[[ Records for the task open ]]
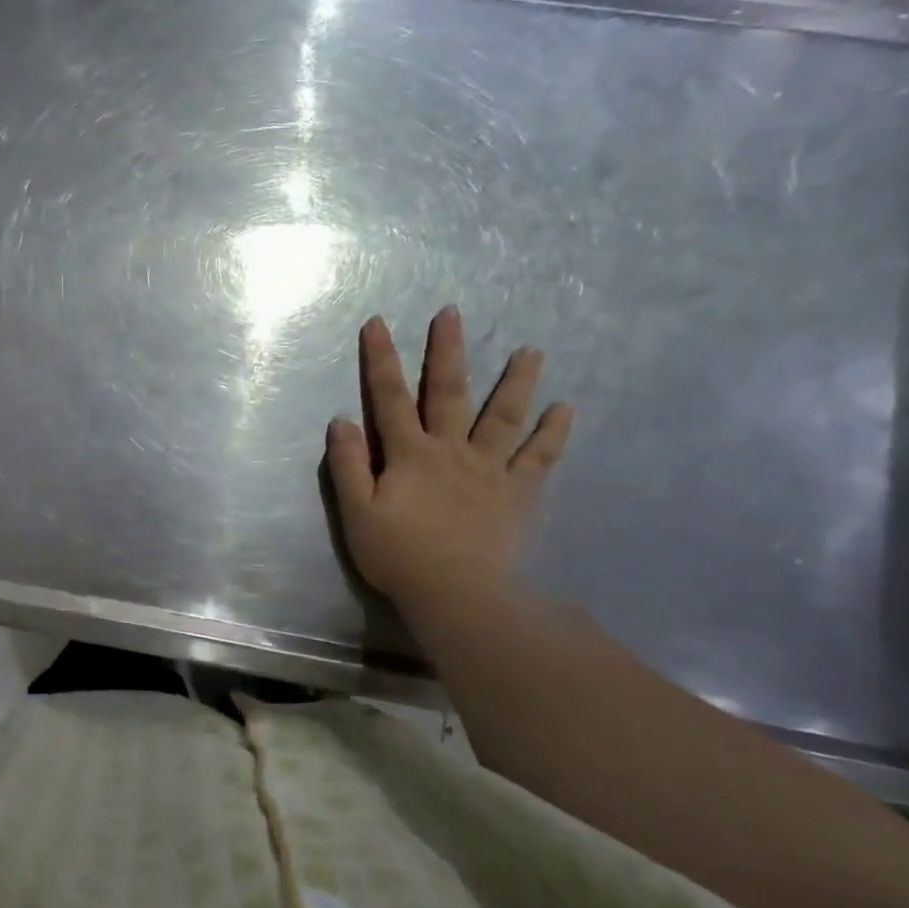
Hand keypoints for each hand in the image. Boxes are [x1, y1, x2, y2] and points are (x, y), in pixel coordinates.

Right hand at [325, 306, 572, 611]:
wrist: (456, 593)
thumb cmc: (398, 554)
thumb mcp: (356, 512)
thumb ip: (348, 465)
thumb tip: (342, 420)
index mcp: (409, 454)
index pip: (390, 397)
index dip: (381, 359)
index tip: (378, 323)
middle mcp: (451, 450)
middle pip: (449, 393)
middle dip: (447, 352)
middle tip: (452, 314)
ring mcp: (489, 469)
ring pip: (504, 416)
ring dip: (516, 381)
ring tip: (531, 350)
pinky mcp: (517, 493)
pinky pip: (539, 458)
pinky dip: (553, 432)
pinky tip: (566, 408)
[[ Records for the task closed ]]
With all pictures removed, reproduce the lines from the top of the entries above through the line containing "index mcp: (409, 454)", exactly as written.

Hand keypoints for each hand in the image. Boxes are [x1, y1, x2, y2] and points are (x, y), in pixel coordinates.

Right hand at [325, 306, 572, 611]:
wrist: (456, 593)
thumb cmc: (398, 554)
thumb mcp: (356, 512)
thumb ip: (348, 465)
thumb tip: (342, 420)
index mcp: (409, 454)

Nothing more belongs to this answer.